Shares in beverages company Barr (LSE: BAG) have fallen by over 5% today due to a profit warning. The seller of brands such as Panda and Irn-Bru has experienced a challenging first half of the year, with poor weather, tough trading conditions and a strong comparator from last year causing its bottom line to disappoint during the period.
In fact, its pre-tax profit declined from £19m in the first half of 2014 to £17m in the first half of the current year, with revenue also down from £135m to £130m. As a result, it now expects profit for the full-year to be at a similar level to last year, which is below previous market expectations of a 6% rise. And, with price deflation being a very real threat to the soft drinks market in the near term, it looks as though AG Barr will continue to struggle in the short run.
Despite its shares falling by over 5% today, Barr still trades on a relatively rich valuation. For example, it has a price to earnings (P/E) ratio of 18.8 which, for a business that is not due to post a rise in its earnings this year, seems rather high.

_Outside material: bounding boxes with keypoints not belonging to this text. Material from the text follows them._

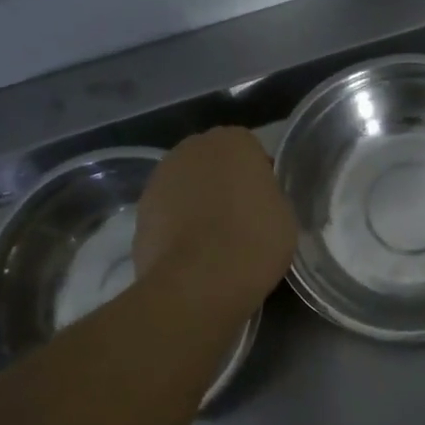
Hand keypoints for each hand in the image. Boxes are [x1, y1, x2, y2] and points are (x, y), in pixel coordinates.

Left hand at [135, 127, 297, 305]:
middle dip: (224, 183)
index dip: (258, 176)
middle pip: (213, 162)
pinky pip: (168, 211)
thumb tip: (255, 198)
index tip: (265, 202)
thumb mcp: (284, 214)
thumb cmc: (253, 241)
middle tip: (240, 217)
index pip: (250, 150)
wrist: (198, 282)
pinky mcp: (140, 210)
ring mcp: (160, 177)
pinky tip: (192, 253)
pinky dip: (177, 225)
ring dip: (198, 202)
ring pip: (187, 185)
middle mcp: (192, 148)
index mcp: (233, 141)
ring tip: (214, 240)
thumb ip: (268, 194)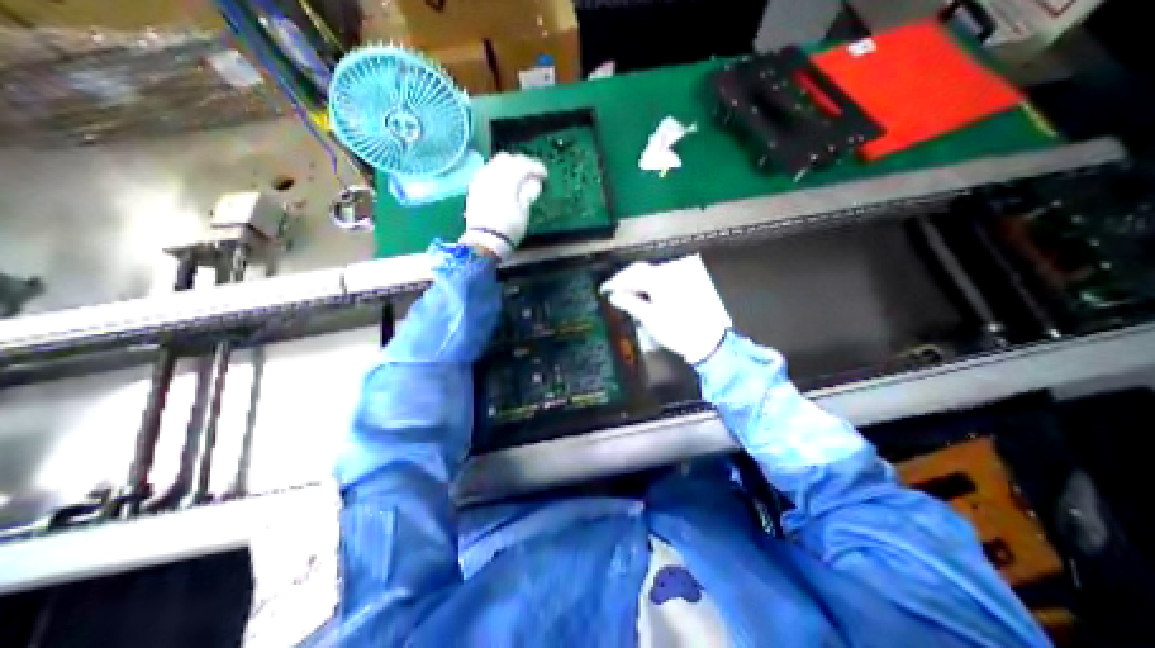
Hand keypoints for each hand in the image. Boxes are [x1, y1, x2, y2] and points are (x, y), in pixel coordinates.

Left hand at [457, 151, 546, 260]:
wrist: (484, 241)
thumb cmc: (509, 229)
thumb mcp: (524, 212)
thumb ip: (529, 192)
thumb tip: (534, 181)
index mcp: (507, 180)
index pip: (524, 165)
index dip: (536, 168)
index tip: (545, 175)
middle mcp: (492, 175)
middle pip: (508, 159)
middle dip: (521, 164)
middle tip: (531, 174)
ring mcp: (480, 180)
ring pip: (495, 163)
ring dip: (508, 167)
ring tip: (517, 178)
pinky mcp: (474, 187)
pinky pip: (486, 171)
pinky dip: (496, 172)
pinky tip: (502, 182)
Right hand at [602, 261, 725, 364]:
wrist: (706, 340)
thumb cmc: (676, 329)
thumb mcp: (649, 318)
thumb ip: (630, 303)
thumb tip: (614, 295)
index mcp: (658, 280)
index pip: (631, 274)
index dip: (615, 281)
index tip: (603, 289)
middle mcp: (667, 274)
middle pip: (640, 270)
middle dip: (624, 279)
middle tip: (612, 290)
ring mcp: (676, 280)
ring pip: (649, 274)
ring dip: (634, 281)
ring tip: (623, 293)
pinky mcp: (681, 287)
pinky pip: (657, 280)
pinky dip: (645, 285)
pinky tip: (641, 295)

And, while bottom line growth of 6% is forecast for next year, the challenging trading conditions being encountered are showing little sign of abating, which means that the company’s share price could come under pressure in the months ahead.
Also enduring a challenging period is Unilever (LSE: ULVR). The slowdown in China’s growth rate is a cause for concern and, as a result, its forecasts for the full year have been revised down somewhat. The company is now expected to post a rise in earnings of 10% this year and 6% for next year – both of which are impressive numbers given the uncertain outlook for the global economy.

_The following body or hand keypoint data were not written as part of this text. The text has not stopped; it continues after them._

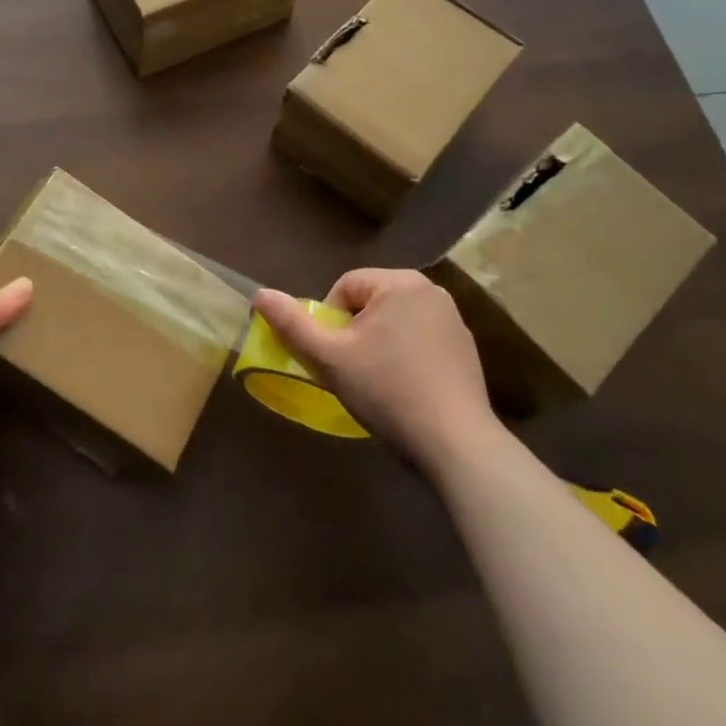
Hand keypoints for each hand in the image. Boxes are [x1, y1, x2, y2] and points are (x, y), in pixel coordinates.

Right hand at [252, 269, 510, 475]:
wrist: (456, 443)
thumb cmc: (388, 391)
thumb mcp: (330, 359)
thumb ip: (292, 324)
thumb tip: (259, 294)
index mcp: (399, 282)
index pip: (344, 287)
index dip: (330, 322)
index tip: (336, 358)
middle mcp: (430, 290)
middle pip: (370, 302)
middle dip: (355, 333)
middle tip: (354, 371)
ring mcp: (453, 318)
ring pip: (395, 321)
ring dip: (379, 344)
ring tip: (380, 383)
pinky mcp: (466, 346)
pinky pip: (420, 339)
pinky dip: (407, 356)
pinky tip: (408, 389)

Clearly, there is scope for downward revisions and, like Barr, Unilever trades on a rather high P/E ratio of 19.7. But, unlike Barr, Unilever has a huge portfolio of major brands which command vast levels of customer loyalty. Furthermore, it is extremely well-diversified in terms of its regional exposure. As such, and while its shares may dip in the months ahead, Unilever remains a superb long term buy.
Similarly, Burberry (LSE: BRBY) is in a similar position to Unilever regarding the slowdown in China. However, Burberry is also a well-diversified business in terms of its geographical exposure and in recent years has become a true lifestyle brand. This has allowed it to extend its price point upwards and become a more resilient and stronger brand through appealing to men and women across a wide range of product categories.
Looking ahead, Burberry is expected to increase its earnings by 10% next year, which puts it on a price to earnings growth (PEG) ratio of just 1.6. This indicates that its shares have considerable upside and, in the long run, it seems likely to perform relatively well.